Who knew that, on my very first canoe trip on Memorial Day weekend 1980, I’d see Dolly Parton standing in the window of an A-frame house overlooking the Mohican River?
Who knew that, 40 years later, I’d pull my canoe up on a muddy landing beneath that house to visit my friend and mentor, Bill Conrad?
Who knew that this 40-year journey would bring me full-circle? Which was not to find myself in the company of a life-size cardboard Dolly Parton, but to come to terms with my destiny.
Prior to my three-day canoe trip in late May/early June, Bill sent word that he wanted to get together for a front-porch meeting. This had been the forum two years ago when we revived the annual Mohican River cleanup. That meeting also spawned a loose-knit group we call Friends of the Mohican River Watershed.

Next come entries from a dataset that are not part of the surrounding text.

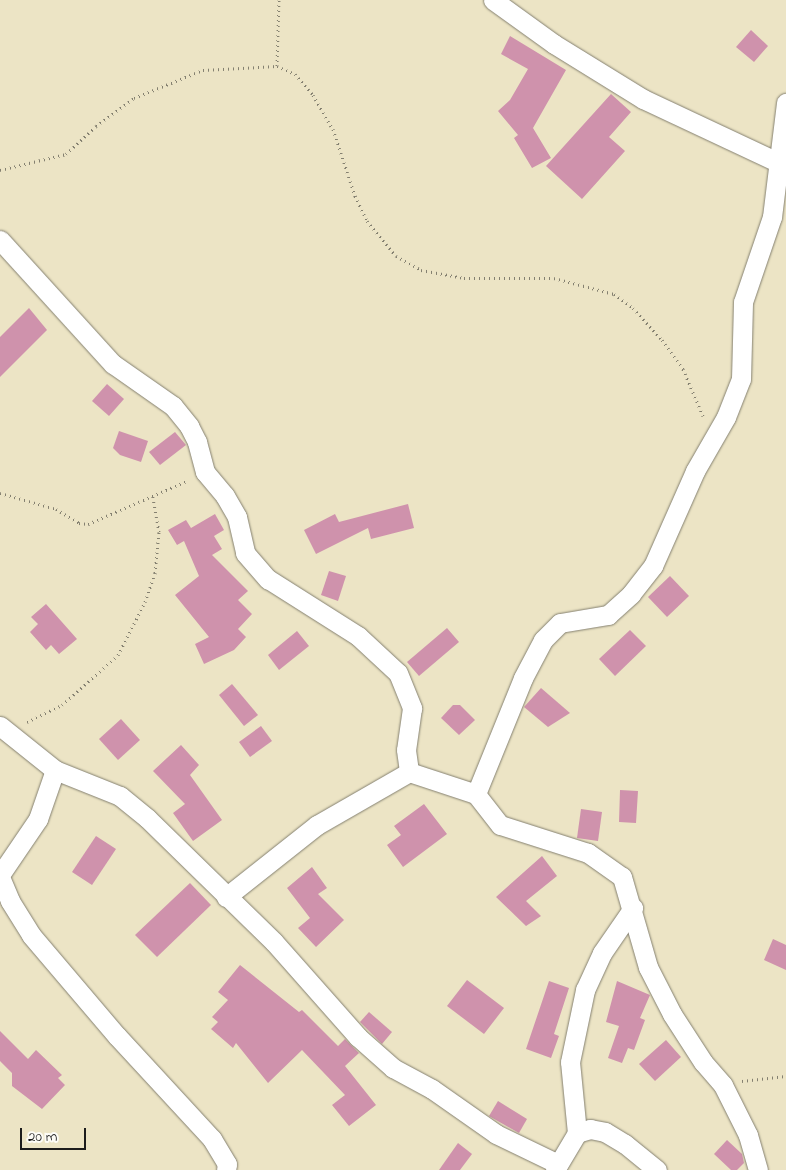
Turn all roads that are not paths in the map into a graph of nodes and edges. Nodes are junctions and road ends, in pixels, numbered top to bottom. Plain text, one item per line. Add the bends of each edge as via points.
1 (493, 0) edge
2 (786, 103) edge
3 (784, 165) edge
4 (0, 240) edge
5 (2, 727) edge
6 (55, 770) junction
7 (409, 772) junction
8 (476, 794) junction
9 (0, 876) edge
10 (226, 897) junction
11 (633, 908) junction
12 (577, 1133) junction
13 (557, 1167) edge
14 (226, 1170) edge
15 (657, 1170) edge
16 (758, 1170) edge

1 - 3 street via 554,44 644,99
2 - 3 street
3 - 8 street via 772,217 743,302 741,379 653,566 631,594 608,615 560,623 543,640 523,678
4 - 7 street via 113,364 173,406 198,442 205,472 237,517 245,553 268,579 358,636 398,673 412,708 406,750
5 - 6 street
6 - 9 street via 38,819
6 - 10 street via 120,796 147,818
7 - 8 street
7 - 10 street via 317,825
8 - 11 street via 500,825 568,845 608,864 622,876
9 - 14 street via 10,901 31,934 117,1036 212,1139 227,1164
10 - 13 street via 274,942 358,1037 393,1068 432,1089 496,1134
11 - 12 street via 602,953 586,990 570,1062
11 - 16 street via 648,967 672,1014 703,1062 723,1085 748,1135
12 - 13 street
12 - 15 street via 590,1130 605,1132

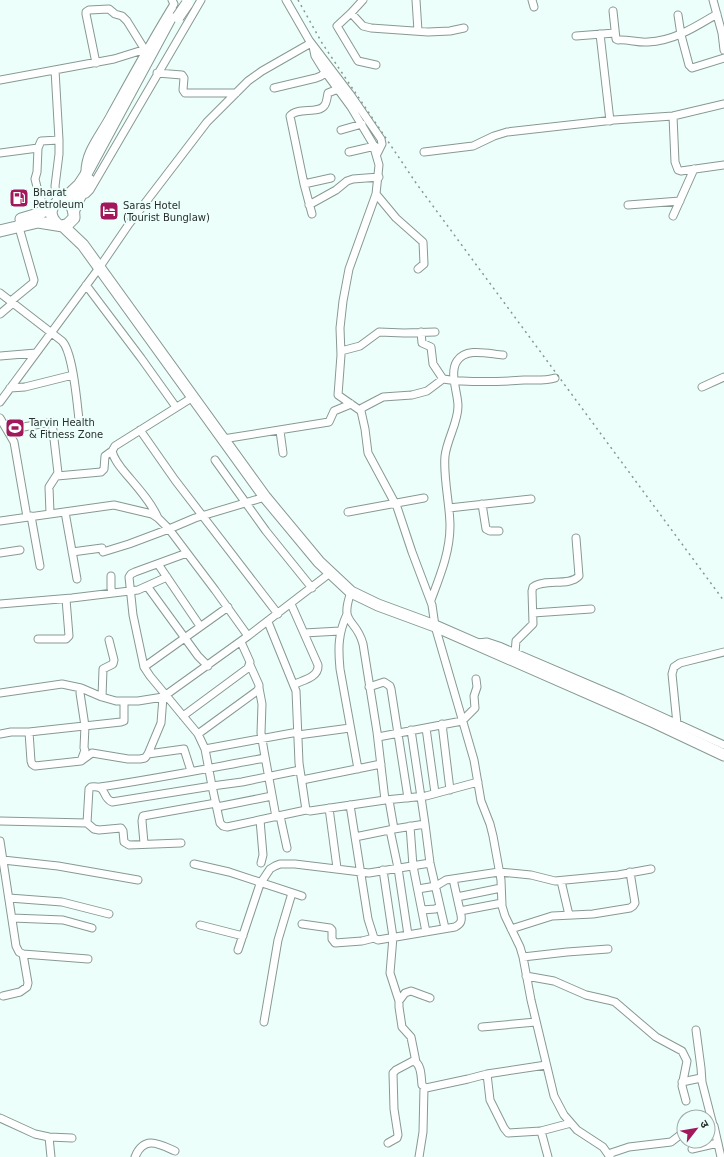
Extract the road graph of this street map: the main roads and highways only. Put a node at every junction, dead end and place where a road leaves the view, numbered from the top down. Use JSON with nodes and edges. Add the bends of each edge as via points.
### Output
{"nodes":[{"id":1,"x":179,"y":5,"type":"edge"},
{"id":2,"x":54,"y":205,"type":"junction"},
{"id":3,"x":75,"y":209,"type":"junction"},
{"id":4,"x":18,"y":223,"type":"junction"},
{"id":5,"x":0,"y":224,"type":"edge"},
{"id":6,"x":60,"y":225,"type":"junction"},
{"id":7,"x":0,"y":231,"type":"edge"},
{"id":8,"x":83,"y":246,"type":"junction"},
{"id":9,"x":724,"y":755,"type":"edge"}],
"edges":[{"from":1,"to":2,"type":"highway","via":[[79,185]]},
{"from":1,"to":3,"type":"highway"},
{"from":2,"to":3,"type":"highway","via":[[70,204]]},
{"from":2,"to":4,"type":"highway"},
{"from":2,"to":6,"type":"highway","via":[[50,213],[52,220]]},
{"from":3,"to":6,"type":"highway","via":[[68,224]]},
{"from":3,"to":8,"type":"highway"},
{"from":4,"to":5,"type":"highway"},
{"from":4,"to":6,"type":"highway"},
{"from":4,"to":7,"type":"highway"},
{"from":6,"to":8,"type":"highway"},
{"from":8,"to":9,"type":"highway","via":[[265,497],[308,550],[351,592],[490,650]]}]}
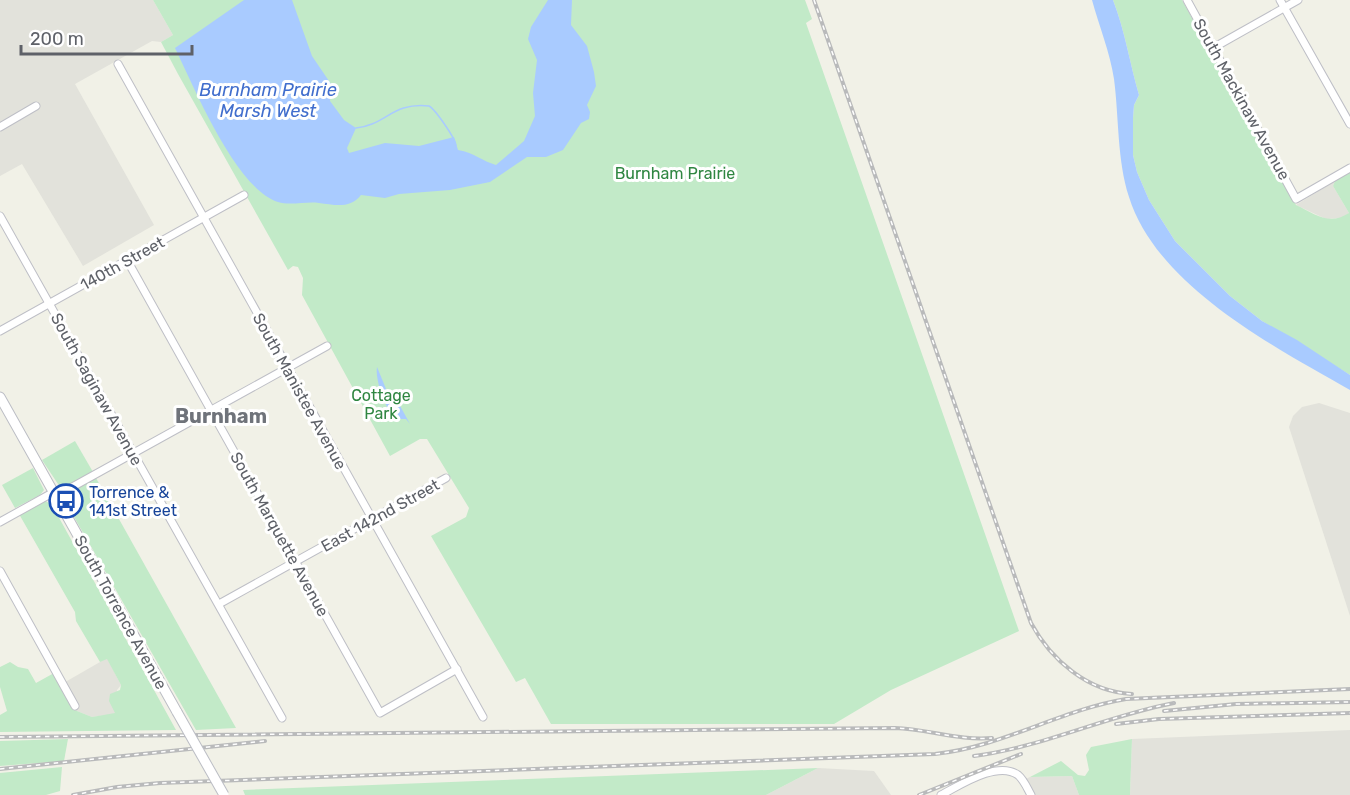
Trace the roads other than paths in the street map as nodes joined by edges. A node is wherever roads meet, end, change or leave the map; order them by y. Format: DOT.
graph roads {
  1 [pos="1187,0"];
  2 [pos="1280,0"];
  3 [pos="1298,0"];
  4 [pos="1285,8"];
  5 [pos="1213,48"];
  6 [pos="118,64"];
  7 [pos="36,106"];
  8 [pos="1350,124"];
  9 [pos="0,127"];
  10 [pos="1350,168"];
  11 [pos="244,195"];
  12 [pos="0,216"];
  13 [pos="204,217"];
  14 [pos="127,260"];
  15 [pos="49,304"];
  16 [pos="0,331"];
  17 [pos="327,346"];
  18 [pos="288,368"];
  19 [pos="0,397"];
  20 [pos="211,411"];
  21 [pos="133,454"];
  22 [pos="446,477"];
  23 [pos="55,494"];
  24 [pos="372,519"];
  25 [pos="0,522"];
  26 [pos="295,562"];
  27 [pos="0,572"];
  28 [pos="219,604"];
  29 [pos="457,669"];
  30 [pos="75,706"];
  31 [pos="483,717"];
  32 [pos="282,718"];
  33 [pos="224,795"];
  34 [pos="941,795"];
  35 [pos="1031,795"];
  1 -- 5 [label="street, South Mackinaw Avenue"];
  2 -- 4 [label="street"];
  3 -- 4 [label="street"];
  4 -- 5 [label="street"];
  4 -- 8 [label="street"];
  5 -- 10 [label="street, South Mackinaw Avenue"];
  6 -- 13 [label="street, South Manistee Avenue"];
  7 -- 9 [label="street"];
  11 -- 13 [label="street, 140th Street"];
  12 -- 15 [label="street, South Saginaw Avenue"];
  13 -- 14 [label="street, 140th Street"];
  13 -- 18 [label="street, South Manistee Avenue"];
  14 -- 15 [label="street, 140th Street"];
  14 -- 20 [label="street, South Marquette Avenue"];
  15 -- 16 [label="street, 140th Street"];
  15 -- 21 [label="street, South Saginaw Avenue"];
  17 -- 18 [label="street"];
  18 -- 20 [label="street"];
  18 -- 24 [label="street, South Manistee Avenue"];
  19 -- 23 [label="main road, South Torrence Avenue"];
  20 -- 21 [label="street"];
  20 -- 26 [label="street, South Marquette Avenue"];
  21 -- 23 [label="street"];
  21 -- 28 [label="street, South Saginaw Avenue"];
  22 -- 24 [label="street, East 142nd Street"];
  23 -- 25 [label="street"];
  23 -- 33 [label="main road, South Torrence Avenue, bridge"];
  24 -- 26 [label="street, East 142nd Street"];
  24 -- 29 [label="street, South Manistee Avenue"];
  26 -- 28 [label="street, East 142nd Street"];
  26 -- 29 [label="street, South Marquette Avenue"];
  27 -- 30 [label="street"];
  28 -- 32 [label="street, South Saginaw Avenue"];
  29 -- 31 [label="street, South Manistee Avenue"];
  34 -- 35 [label="street"];
}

I broke camp at Camp Toodik on Lake Fork and strapped my gear into the canoe. Before hitting the river, I sent a text message downstream that I would stop by Bill’s house later that day. No specific time. The river offers plenty of diversions; setting a time of arrival is pointless. Instead, I go by E.T.A. — Eventual Time of Arrival.
As I drifted past Mohican Reservation campground, I texted Bill’s daughter, Gretchen, to let her know I was getting close. Then I got sidetracked photographing a bald eagle in a tree overhanging the river. A little further downstream I spotted its nest. Had to pause there too. Then there was a flurry of butterfly activity on a gravel bar that I had to check out.
Eventually, I made it to Bill’s where there was a knockwurst and cold beer waiting for me.
On his front porch, we discussed the river’s destiny and mine. I’ve always admired Bill and his neighbor, the late Ken Wobbecke, two men who have devoted their lives to preserving the heritage of the Mohican River. They’ve been instrumental in obtaining scenic river status — along with scenic byway status for Wally Road. The road follows the river. Much of it lies on what had been the Walhonding Valley Railroad.
Bill’s message? It’s time to formalize the Friends of the Mohican River Watershed. The wheels have been put in motion.
As for this year’s river cleanup? It grew from 30 participants in 2018 to 150 last year. Due to the coronavirus pandemic, there will be no formal cleanup this September. Instead, we will do informal cleanups and events I call "trash mobs." That involves going down the river while the tourists are out there, picking up trash and encouraging them to do so.
Bill’s message all along? It’s time for me to take the torch, to carry on the work he, Ken Wobbecke, and others started. As he pointed out two years ago, scenic river status means nothing unless you take ownership, follow through and create tangible evidence of a concerted and ongoing effort to preserve the heritage of the river corridor.
Who knew that, when I paddled past that A-frame and Dolly Parton 40 years ago, that this would be my destiny?
As for Dolly, I had a reunion with her five years ago at Bill’s place. During a summer canoe trip, I stopped by to visit and posed for a photo with her. Dolly later ended up in the basement where, I’ve been told, she succumbed to water damage.
A historical aside: The A-frame that’s part of the Conrad residence originally served as a canoe livery. It was moved to its current location from Greer.
Another historical note: Next year marks the 60th anniversary of Dick Frey founding Ohio’s first canoe livery on the Mohican River. Who knew then that it would spawn the area’s tourism industry and make Loudonville the Canoeing Capital of Ohio?